ASSIGNMENT:
Your copy of the lines below must match them exactly and contain no images.
+++ AVAILABLE RECORDS
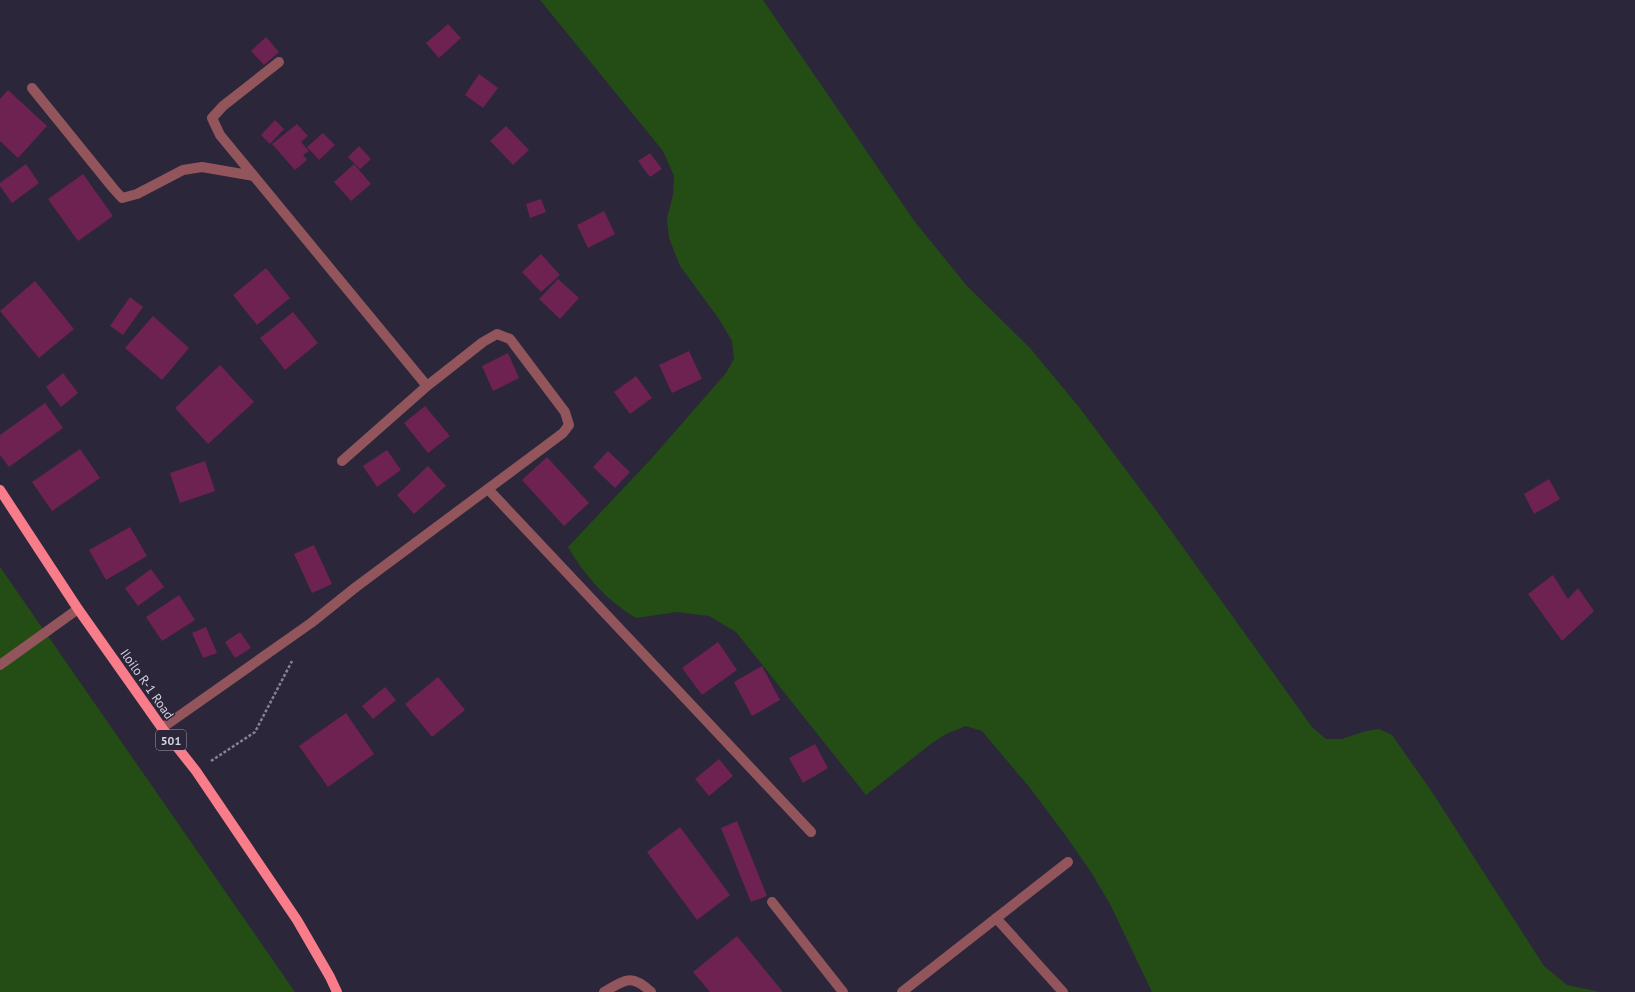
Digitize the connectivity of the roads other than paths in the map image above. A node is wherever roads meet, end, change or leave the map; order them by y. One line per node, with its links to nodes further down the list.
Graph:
1 (278, 62): 3 (street)
2 (32, 88): 3 (street)
3 (254, 176): 4 (street)
4 (427, 386): 5 (street); 6 (street)
5 (342, 461)
6 (488, 489): 10 (street); 11 (street)
7 (0, 490): 8 (main road, Iloilo R-1 Road / 501)
8 (78, 609): 9 (street); 10 (main road, Iloilo R-1 Road / 501)
9 (0, 665)
10 (162, 728): 15 (main road, Iloilo R-1 Road / 501)
11 (811, 832)
12 (1068, 862): 14 (street)
13 (772, 902): 18 (street)
14 (996, 918): 19 (street); 20 (street)
15 (337, 992)
16 (604, 992): 17 (street)
17 (651, 992)
18 (843, 992)
19 (903, 992)
20 (1063, 992)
++++++
TASK OUTPUT:
Digitize the connectivity of the roads other than paths in the map image above. A node is wherever roads meet, end, change or leave the map; order them by y. One line per node, with its links to nodes further down the list.
Graph:
1 (278, 62): 3 (street)
2 (32, 88): 3 (street)
3 (254, 176): 4 (street)
4 (427, 386): 5 (street); 6 (street)
5 (342, 461)
6 (488, 489): 10 (street); 11 (street)
7 (0, 490): 8 (main road, Iloilo R-1 Road / 501)
8 (78, 609): 9 (street); 10 (main road, Iloilo R-1 Road / 501)
9 (0, 665)
10 (162, 728): 15 (main road, Iloilo R-1 Road / 501)
11 (811, 832)
12 (1068, 862): 14 (street)
13 (772, 902): 18 (street)
14 (996, 918): 19 (street); 20 (street)
15 (337, 992)
16 (604, 992): 17 (street)
17 (651, 992)
18 (843, 992)
19 (903, 992)
20 (1063, 992)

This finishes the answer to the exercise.